Agents and conveyancers will have breathed a sigh of relief after the much-rumoured Stamp Duty cut was confirmed and introduced immediately last week, addressing concerns from buyers about to complete on transactions at the end of last week.
Within an hour of the announcement traffic to Rightmove jumped by 10%, the portal said.
Raising the threshold to £250,000 means that a third of all homes currently for sale are now completely exempt from Stamp Duty in England, Rightmove revealed.
That is up from 7% when the threshold was £125,000.
It means that two thirds of homes are now exempt from the property tax for first-time buyers in England.
The Treasury said that doubling the nil-rate band will enable up to 29,000 more people to move home each year, while the increased threshold for first-time buyers will give them more options.
Its figures suggest a first-time buyer purchasing a £400,000 property would save £5,000 on Stamp Duty.
The saving increases to £11,250 for first-time buyers on a £600,000 home.
The savings are smaller for home-movers, at £2,500 for a £400,000 or £600,000 purchase.
It is no surprise then that commentators suggested these cuts are good for first-time buyers but could have done more to target groups such as downsizers.
Nathan Emerson, chief executive of agency trade body Propertymark, said: “The rebalancing of the thresholds for which stamp duty is paid, in particular for first time buyers is long overdue to catch up with house prices which have risen at an extraordinary rate.
"We did hope that Stamp Duty for downsizers or last time movers would have also been reviewed to release the latter part of the market, which when blocked stops movement further down for second steppers and first-time buyers, causing stagnation as buyers have nothing to move on to.”
Jeremy Leaf, north London estate agent and a former RICS residential chairman, added: “The Chancellor clearly recognises the dangers in terms of reduced revenue from stamp duty, given the recent reduction in housing market activity, and has taken steps to boost the market.

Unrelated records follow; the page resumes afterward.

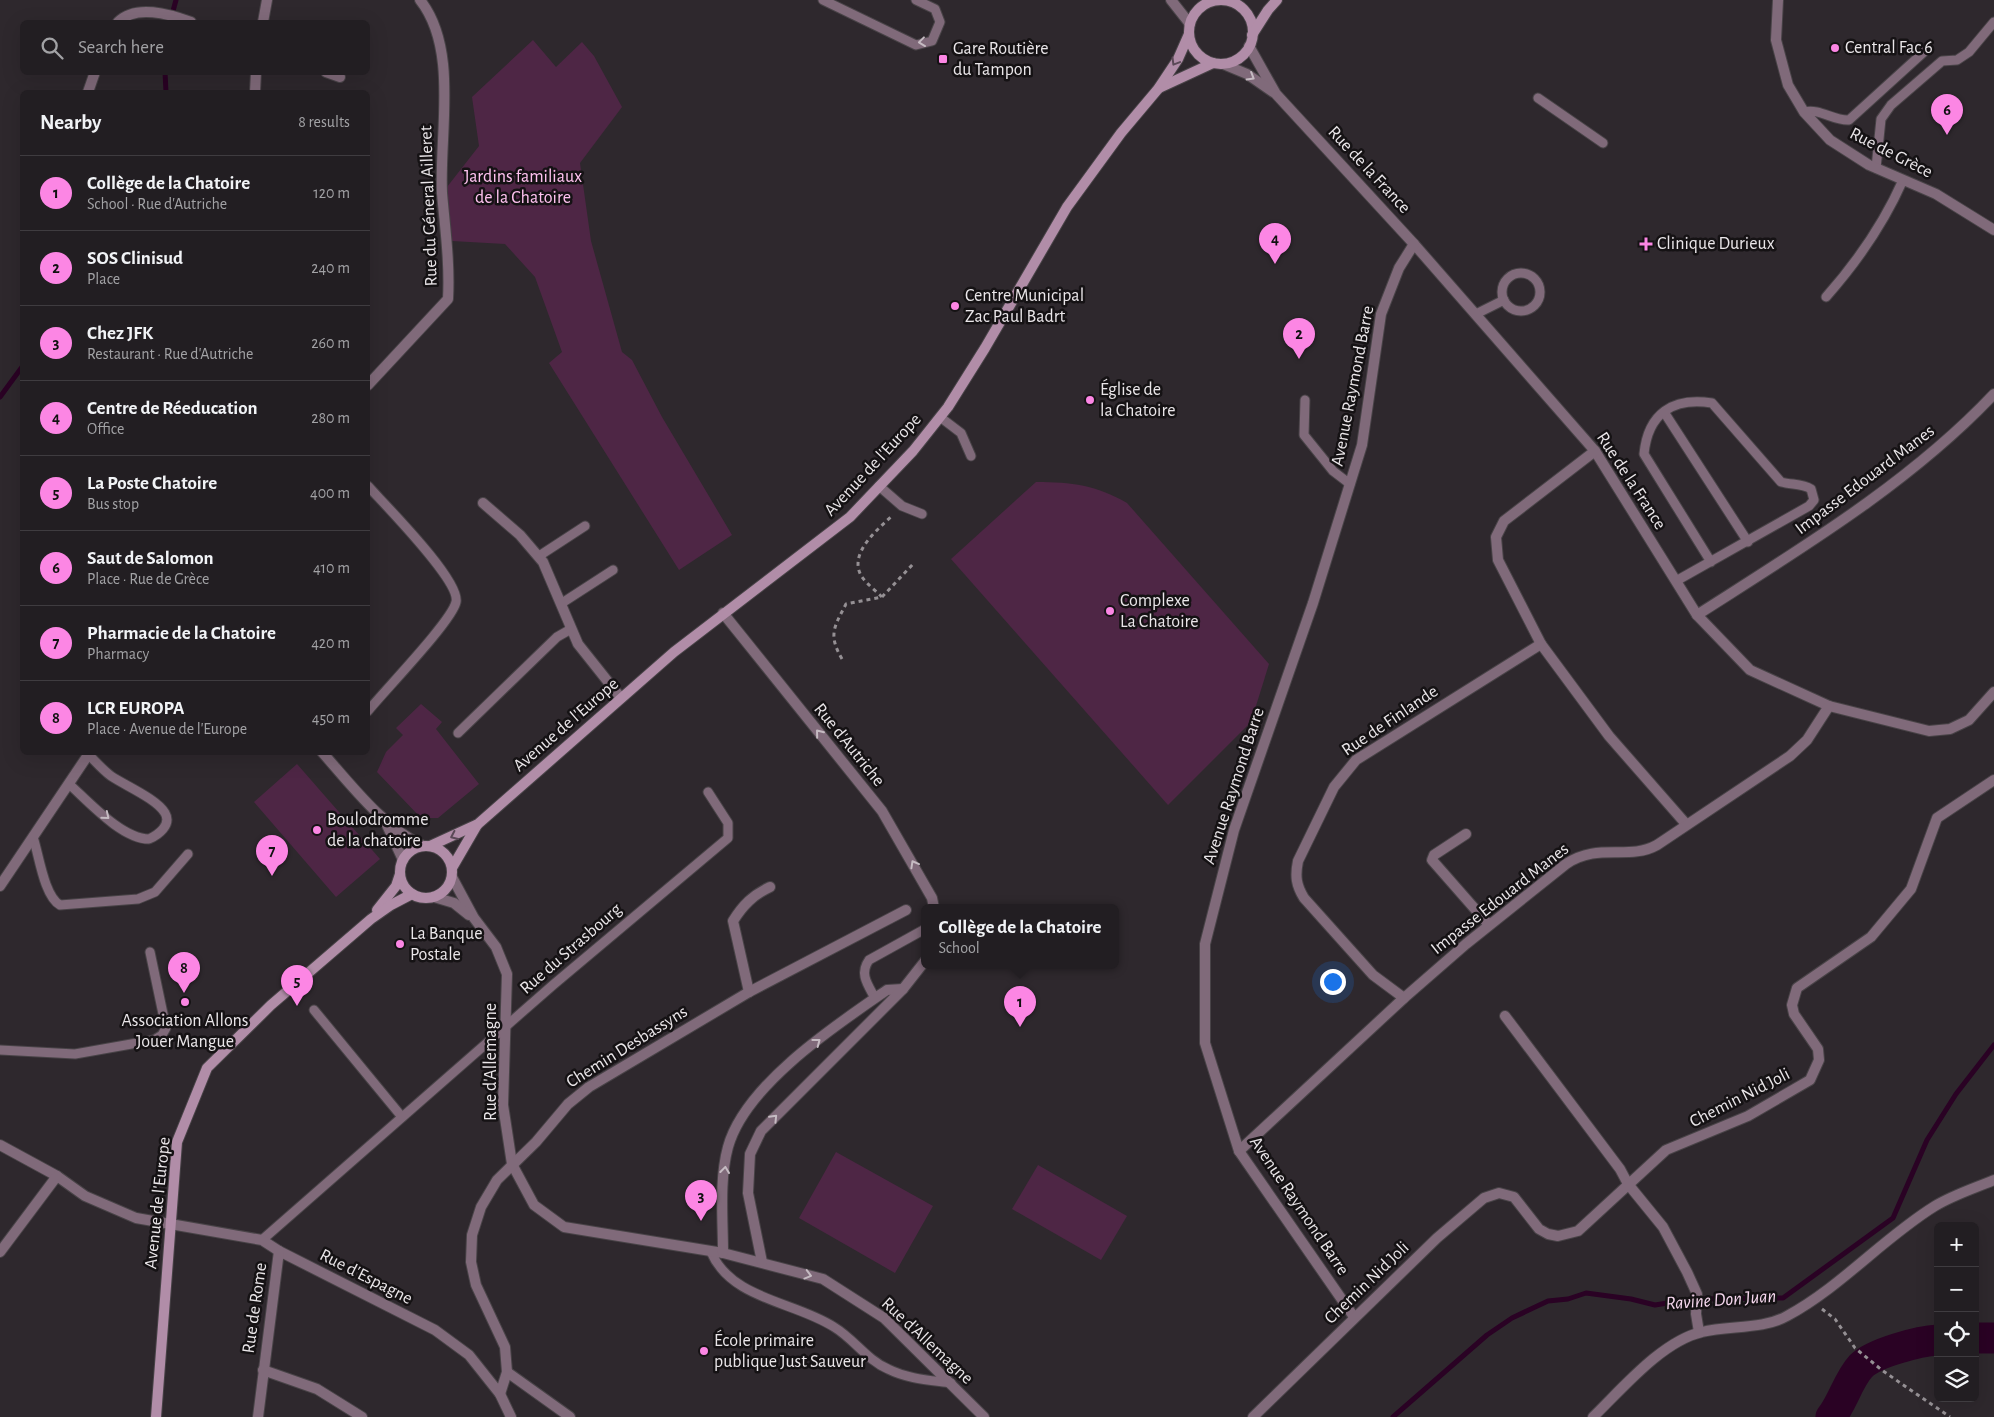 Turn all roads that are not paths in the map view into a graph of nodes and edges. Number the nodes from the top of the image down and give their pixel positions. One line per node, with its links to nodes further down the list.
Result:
1 (267, 0): 12 (street)
2 (420, 0): 37 (street, Rue du Géneral Ailleret)
3 (823, 0): 4 (lane, one-way to 3)
4 (916, 0)
5 (1171, 0): 14 (street)
6 (1218, 0): 9 (street); 14 (street)
7 (1277, 0): 15 (street)
8 (1778, 0): 28 (street, Rue de Grèce)
9 (1234, 1): 15 (street)
10 (122, 20): 11 (street)
11 (182, 20)
12 (263, 20)
13 (1994, 22): 30 (lane)
14 (1189, 29): 18 (street); 23 (street, Avenue de l'Europe, one-way to 23)
15 (1252, 35): 16 (street)
16 (1249, 46): 18 (street); 26 (street, Rue de la France)
17 (1925, 51): 28 (lane)
18 (1218, 63): 23 (street, Avenue de l'Europe); 26 (street, Rue de la France, one-way to 26)
19 (94, 75): 24 (street)
20 (256, 75): 25 (street)
21 (333, 75): 22 (street)
22 (340, 78)
23 (1158, 88): 41 (street, Avenue de l'Europe)
24 (89, 90)
25 (255, 90)
26 (1276, 94): 33 (street, Rue de la France)
27 (1538, 98): 29 (lane)
28 (1804, 112): 30 (street, Rue de Grèce)
29 (1602, 143)
30 (1876, 168): 31 (street, Rue de Grèce)
31 (1903, 180): 32 (street, Rue de Grèce); 34 (lane)
32 (1994, 230)
33 (1414, 244): 36 (street, Rue de la France); 44 (street, Avenue Raymond Barre)
34 (1826, 297)
35 (1504, 300): 35 (lane); 36 (lane)
36 (1476, 314): 42 (street, Rue de la France)
37 (370, 383)
38 (1994, 394): 57 (street, Impasse Edouard Manes)
39 (1305, 400): 44 (lane)
40 (1664, 412): 50 (lane); 50 (lane); 52 (lane)
41 (940, 417): 43 (lane); 45 (street, Avenue de l'Europe)
42 (1595, 451): 54 (street, Rue de la France); 59 (street)
43 (971, 456)
44 (1350, 484): 103 (street, Avenue Raymond Barre)
45 (879, 486): 48 (lane); 56 (street, Avenue de l'Europe)
46 (370, 488): 63 (lane)
47 (483, 503): 51 (street)
48 (922, 514)
49 (585, 526): 51 (lane)
50 (1748, 542): 52 (lane)
51 (539, 556): 55 (street)
52 (1711, 562): 54 (lane)
53 (614, 570): 55 (lane)
54 (1676, 581): 57 (street, Rue de la France)
55 (562, 603): 58 (street)
56 (723, 613): 61 (street, Avenue de l'Europe); 85 (street, Rue d'Autriche, one-way to 56)
57 (1697, 615): 62 (street, Rue de la France)
58 (571, 629): 61 (street); 64 (lane)
59 (1540, 644): 73 (street); 96 (street, Rue de Finlande)
60 (1994, 692): 62 (street, Rue de la France)
61 (622, 698): 72 (street, Avenue de l'Europe)
62 (1829, 706): 73 (street, Impasse Edouard Manes)
63 (370, 709)
64 (458, 733)
65 (89, 755): 69 (street)
66 (91, 755): 69 (lane, one-way to 66)
67 (327, 755): 71 (street)
68 (1994, 780): 107 (street, Chemin Nid Joli)
69 (69, 784): 75 (street)
70 (708, 792): 99 (lane, Rue du Strasbourg)
71 (384, 820): 76 (street); 78 (street)
72 (478, 824): 76 (street, Avenue de l'Europe, one-way to 76); 80 (street, Avenue de l'Europe)
73 (1686, 824): 89 (street, Impasse Edouard Manes)
74 (1466, 834): 89 (street)
75 (33, 837): 77 (lane); 81 (street)
76 (426, 846): 78 (street); 80 (street)
77 (188, 854)
78 (403, 860): 79 (street)
79 (400, 873): 83 (street); 88 (street, Avenue de l'Europe)
80 (452, 873): 84 (street); 87 (street, Rue d'Allemagne)
81 (0, 886)
82 (770, 887): 94 (street)
83 (412, 894): 84 (street); 88 (street, Avenue de l'Europe)
84 (434, 897): 87 (street, Rue d'Allemagne)
85 (933, 904)
86 (906, 910): 94 (street, Chemin Desbassyns)
87 (474, 918): 99 (street, Rue d'Allemagne)
88 (371, 919): 108 (street, Avenue de l'Europe)
89 (1489, 925): 96 (street, Impasse Edouard Manes)
90 (921, 931): 95 (lane)
91 (150, 952): 100 (lane)
92 (921, 966): 93 (street)
93 (903, 989): 95 (street); 114 (street, one-way to 93)
94 (749, 992): 104 (street, Chemin Desbassyns)
95 (875, 998): 113 (street, one-way to 95)
96 (1404, 998): 103 (street, Impasse Edouard Manes)
97 (314, 1010): 101 (lane)
98 (1505, 1016): 107 (street)
99 (507, 1026): 101 (lane, Rue du Strasbourg); 104 (street, Rue d'Allemagne)
100 (0, 1050)
101 (402, 1117): 109 (lane, Rue du Strasbourg)
102 (0, 1145): 105 (street, Rue d'Espagne)
103 (1239, 1152): 115 (street, Avenue Raymond Barre)
104 (512, 1164): 112 (street, Rue d'Allemagne); 118 (street, Chemin Desbassyns)
105 (57, 1176): 108 (street, Rue d'Espagne); 110 (street)
106 (1994, 1180): 116 (street)
107 (1628, 1184): 115 (street, Chemin Nid Joli); 116 (street)
108 (170, 1225): 109 (street, Rue d'Espagne); 121 (street, Avenue de l'Europe)
109 (262, 1240): 111 (street, Rue d'Espagne)
110 (0, 1252)
111 (279, 1252): 117 (street, Rue de Rome); 120 (street, Rue d'Espagne)
112 (711, 1252): 113 (street, Rue d'Allemagne); 119 (lane)
113 (723, 1253): 114 (street, Rue d'Allemagne)
114 (762, 1262): 119 (street, Rue d'Allemagne, one-way to 119)
115 (1354, 1317): 127 (street, Chemin Nid Joli)
116 (1699, 1332): 128 (street)
117 (263, 1370): 122 (street, Rue de Rome); 123 (street, Rue de Rome)
118 (507, 1372): 120 (street); 125 (street)
119 (951, 1383): 126 (street, Rue d'Allemagne)
120 (500, 1394): 124 (street, Rue d'Espagne)
121 (156, 1417)
122 (258, 1417)
123 (362, 1417)
124 (511, 1417)
125 (570, 1417)
126 (984, 1417)
127 (1253, 1417)
128 (1593, 1417)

“The stamp duty cut, particularly for first-time buyers, should encourage those at the first rung of the housing ladder to take the plunge, which will be good not just for the market but for job and social mobility across the board, as well as the wider economy.
“It is good news that it is an immediate and permanent reduction which means that existing transactions shouldn’t be unduly delayed and the benefits can be felt as soon as possible.

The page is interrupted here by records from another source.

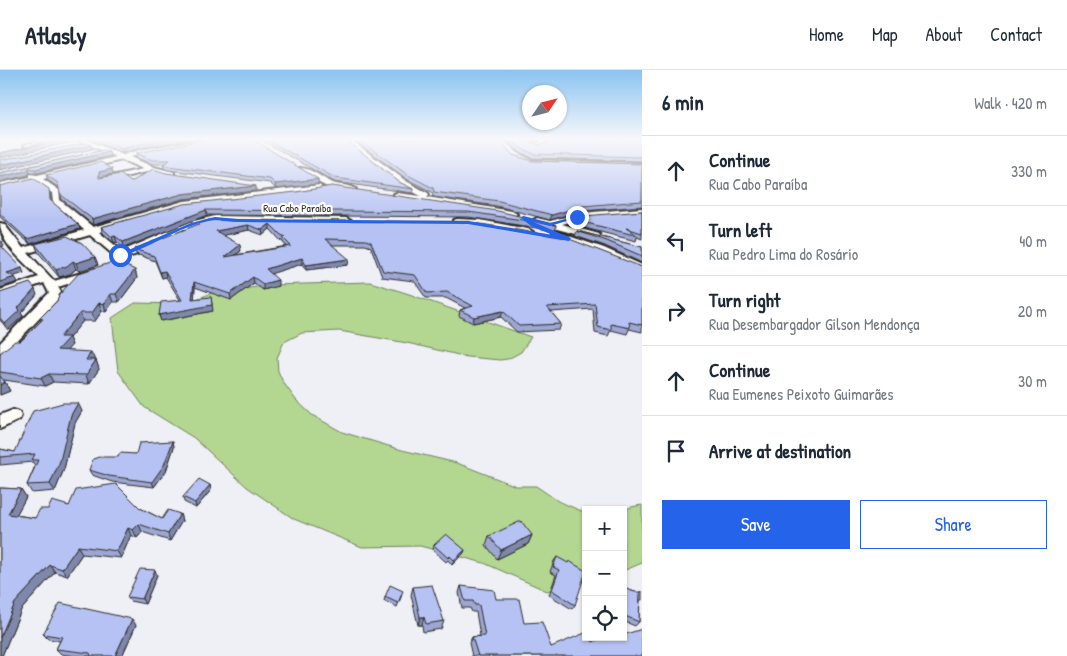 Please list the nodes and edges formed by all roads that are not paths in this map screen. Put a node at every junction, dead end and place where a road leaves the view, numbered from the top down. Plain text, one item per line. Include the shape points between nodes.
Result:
1 (85, 166) edge
2 (145, 166) edge
3 (383, 166) edge
4 (297, 167) edge
5 (22, 169) edge
6 (151, 169) junction
7 (177, 175) edge
8 (37, 178) junction
9 (105, 180) edge
10 (0, 186) edge
11 (253, 186) edge
12 (332, 186) junction
13 (296, 192) junction
14 (365, 192) edge
15 (392, 196) edge
16 (438, 201) junction
17 (642, 211) edge
18 (528, 221) edge
19 (358, 222) edge
20 (446, 222) edge
21 (550, 224) junction
22 (0, 226) edge
23 (92, 231) junction
24 (605, 238) edge
25 (569, 239) junction
26 (21, 252) junction
27 (120, 255) junction
28 (642, 269) edge
29 (50, 282) junction
30 (0, 294) edge
31 (2, 349) edge

1 - 8 street
2 - 6 street
3 - 16 street via 403,183
4 - 12 street
5 - 8 street
6 - 7 street
6 - 9 street
8 - 10 street
8 - 23 street via 56,192 56,201
11 - 13 street
12 - 13 street
12 - 14 street
13 - 23 street via 184,204
15 - 16 street
16 - 21 street
17 - 21 street via 581,216
18 - 25 street
19 - 27 street, Rua Cabo Paraíba via 215,219 193,224
20 - 25 street via 480,224
21 - 24 street
22 - 26 street
23 - 26 street
23 - 27 street
25 - 28 street
26 - 29 street
27 - 29 street via 122,259 107,267
29 - 30 street
29 - 31 street via 56,294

“We would have liked to have seen extra help not just for first-time buyers but to encourage energy-efficient properties and more investment on cutting energy use.”

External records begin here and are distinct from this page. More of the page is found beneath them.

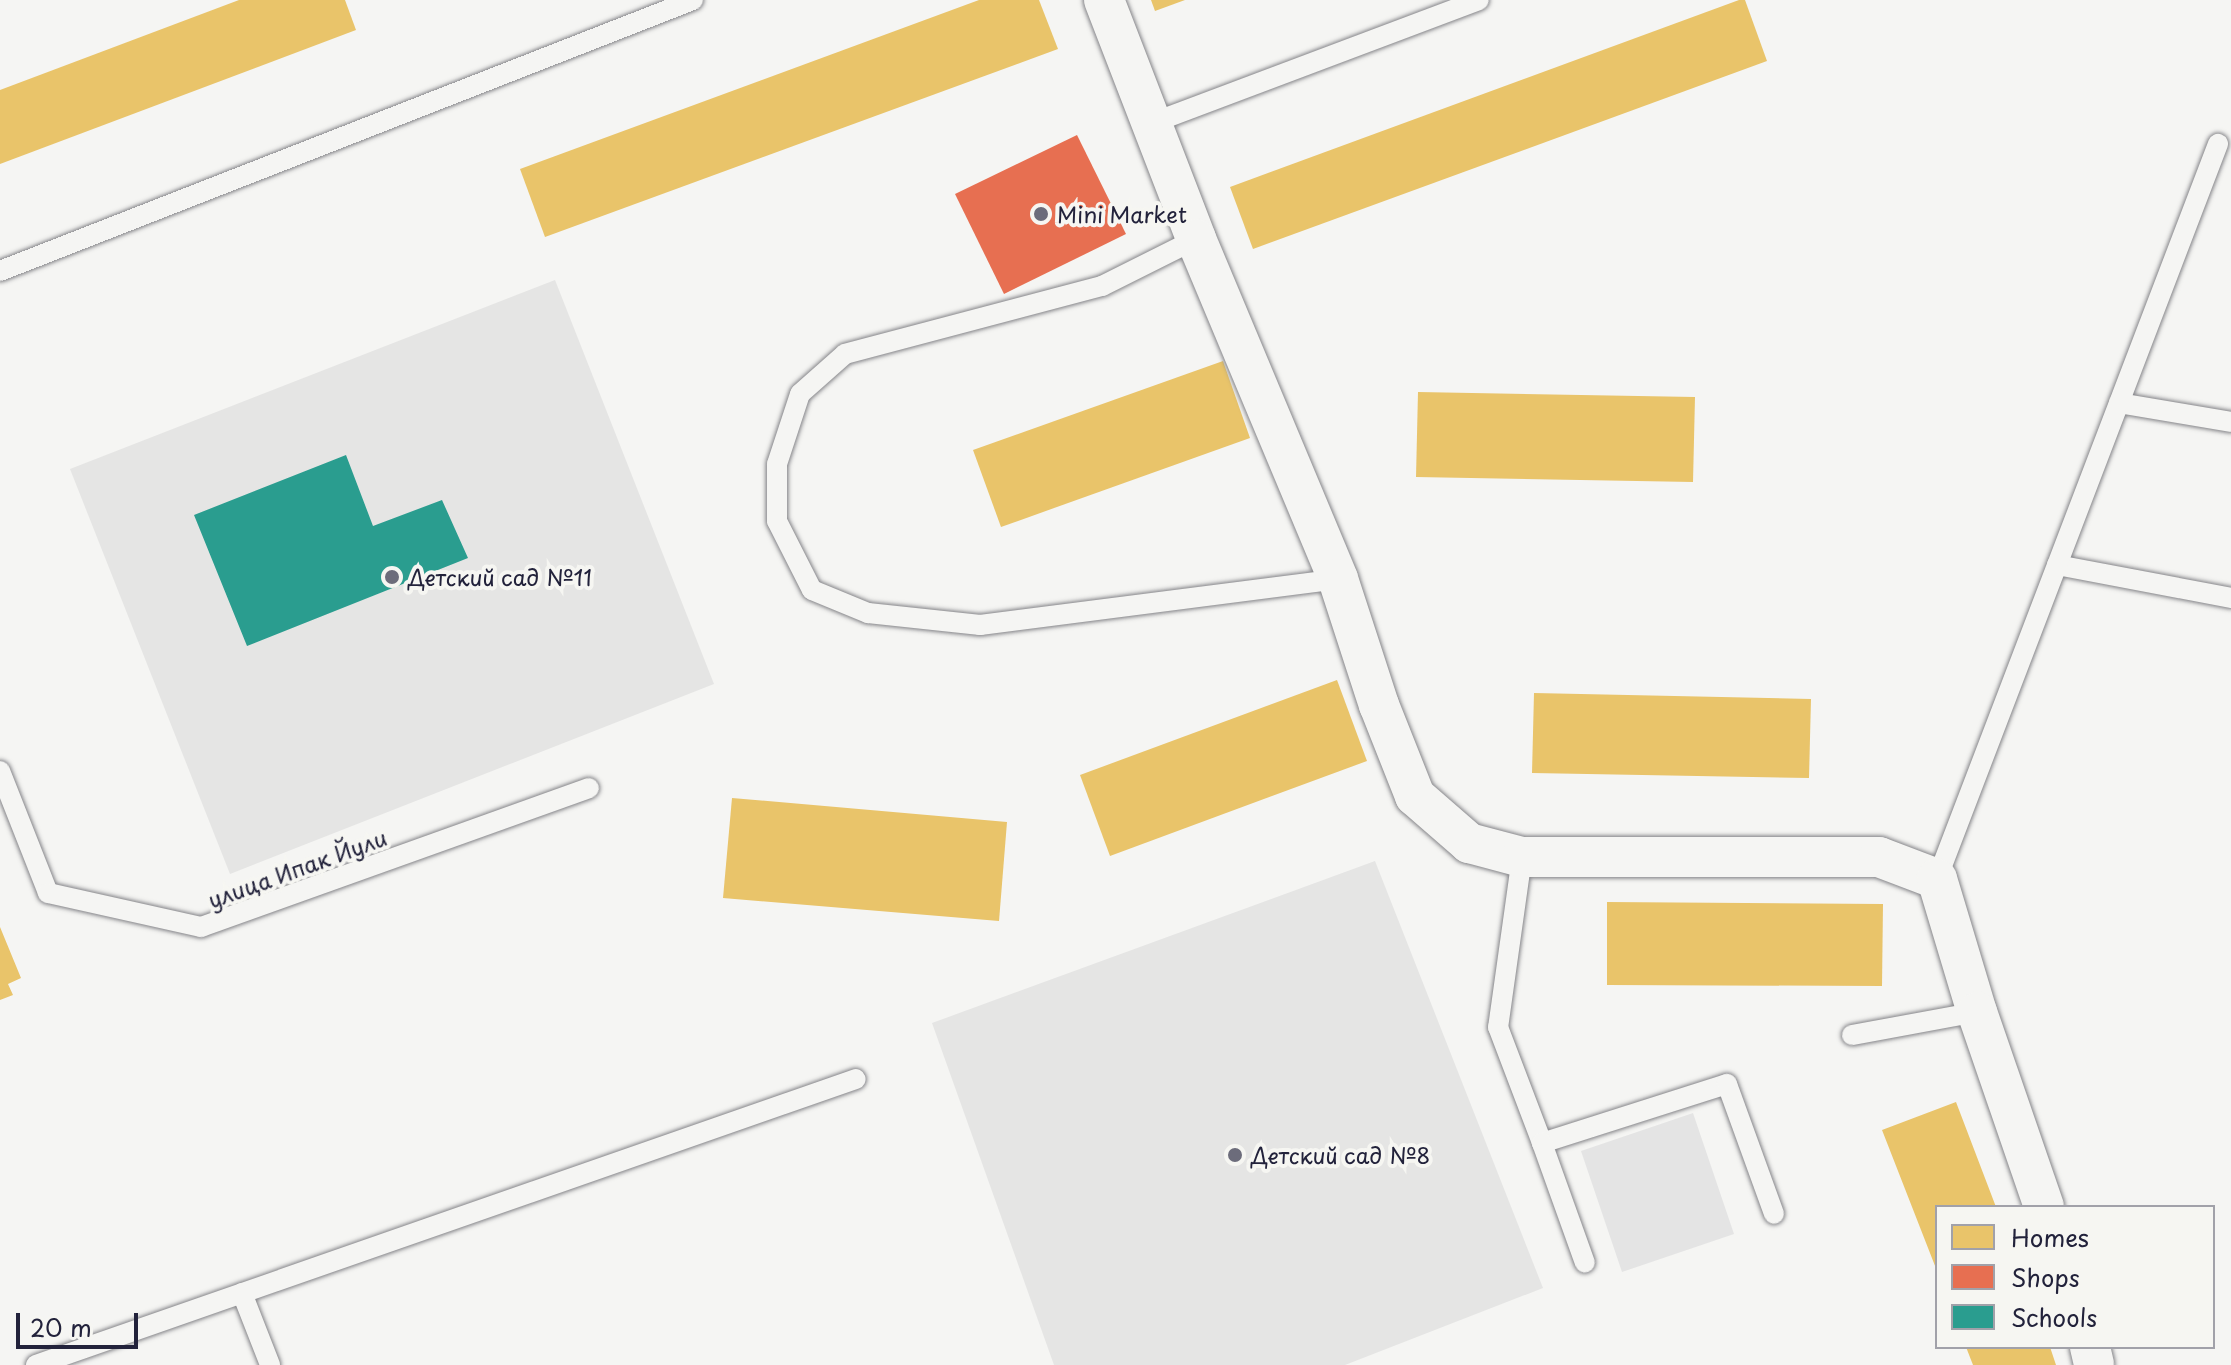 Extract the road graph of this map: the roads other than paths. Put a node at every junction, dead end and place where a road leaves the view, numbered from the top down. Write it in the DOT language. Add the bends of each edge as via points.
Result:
graph roads {
  1 [pos="693,0"];
  2 [pos="1104,0"];
  3 [pos="1479,0"];
  4 [pos="1152,123"];
  5 [pos="2218,144"];
  6 [pos="1196,239"];
  7 [pos="0,271"];
  8 [pos="2119,403"];
  9 [pos="2231,422"];
  10 [pos="2057,565"];
  11 [pos="1338,579"];
  12 [pos="2231,598"];
  13 [pos="0,771"];
  14 [pos="589,788"];
  15 [pos="1522,857"];
  16 [pos="1937,879"];
  17 [pos="1977,1012"];
  18 [pos="1852,1035"];
  19 [pos="856,1079"];
  20 [pos="1542,1143"];
  21 [pos="2043,1205"];
  22 [pos="1774,1214"];
  23 [pos="1585,1263"];
  24 [pos="242,1293"];
  25 [pos="36,1365"];
  26 [pos="270,1365"];
  1 -- 7 [label="lane"];
  2 -- 4 [label="street"];
  3 -- 4 [label="lane"];
  4 -- 6 [label="street"];
  5 -- 8 [label="lane"];
  6 -- 11 [label="street"];
  6 -- 11 [label="lane" via="1102,286 845,354 800,394 777,464 777,521 812,590 868,613 980,625"];
  8 -- 9 [label="lane"];
  8 -- 10 [label="lane"];
  10 -- 12 [label="lane"];
  10 -- 16 [label="lane"];
  11 -- 15 [label="street" via="1415,796 1469,843"];
  13 -- 14 [label="lane, улица Ипак Йули" via="48,893 201,927"];
  15 -- 16 [label="street" via="1879,857"];
  15 -- 20 [label="lane" via="1498,1027"];
  16 -- 17 [label="street"];
  17 -- 18 [label="lane"];
  17 -- 21 [label="street"];
  19 -- 24 [label="lane"];
  20 -- 22 [label="lane" via="1727,1084"];
  20 -- 23 [label="lane"];
  24 -- 25 [label="lane"];
  24 -- 26 [label="lane"];
}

Kwarteng did make promises on removing planning restrictions and abolishing Stamp Duty on land purchase for development, but critics warn that the tax cuts won’t help address supply issues.
Brian Murphy, head of lending at Mortgage Advice Bureau, said: “This could turn out to be an excellent time to properly revisit the structure of Stamp Duty.
“Numerous governments have tinkered with it, but it tends to push up prices for a short period and then momentum generally mellows. It hasn’t been long since we last had a Stamp Duty break, and these things tend to generate momentum that causes a flurry of activity followed by a period of slowdown.
“However, the permanency of the announcement may temper a sudden surge of activity and allow some control of the UK property market to be regained.
'Still, the crux of the issue is that any changes in Stamp Duty will not address the main problem right now: a significant supply shortage."
Much of the excitement of a Stamp Duty rate cut has also been tempered by the Bank of England raising interest rates to a 14-year high last week.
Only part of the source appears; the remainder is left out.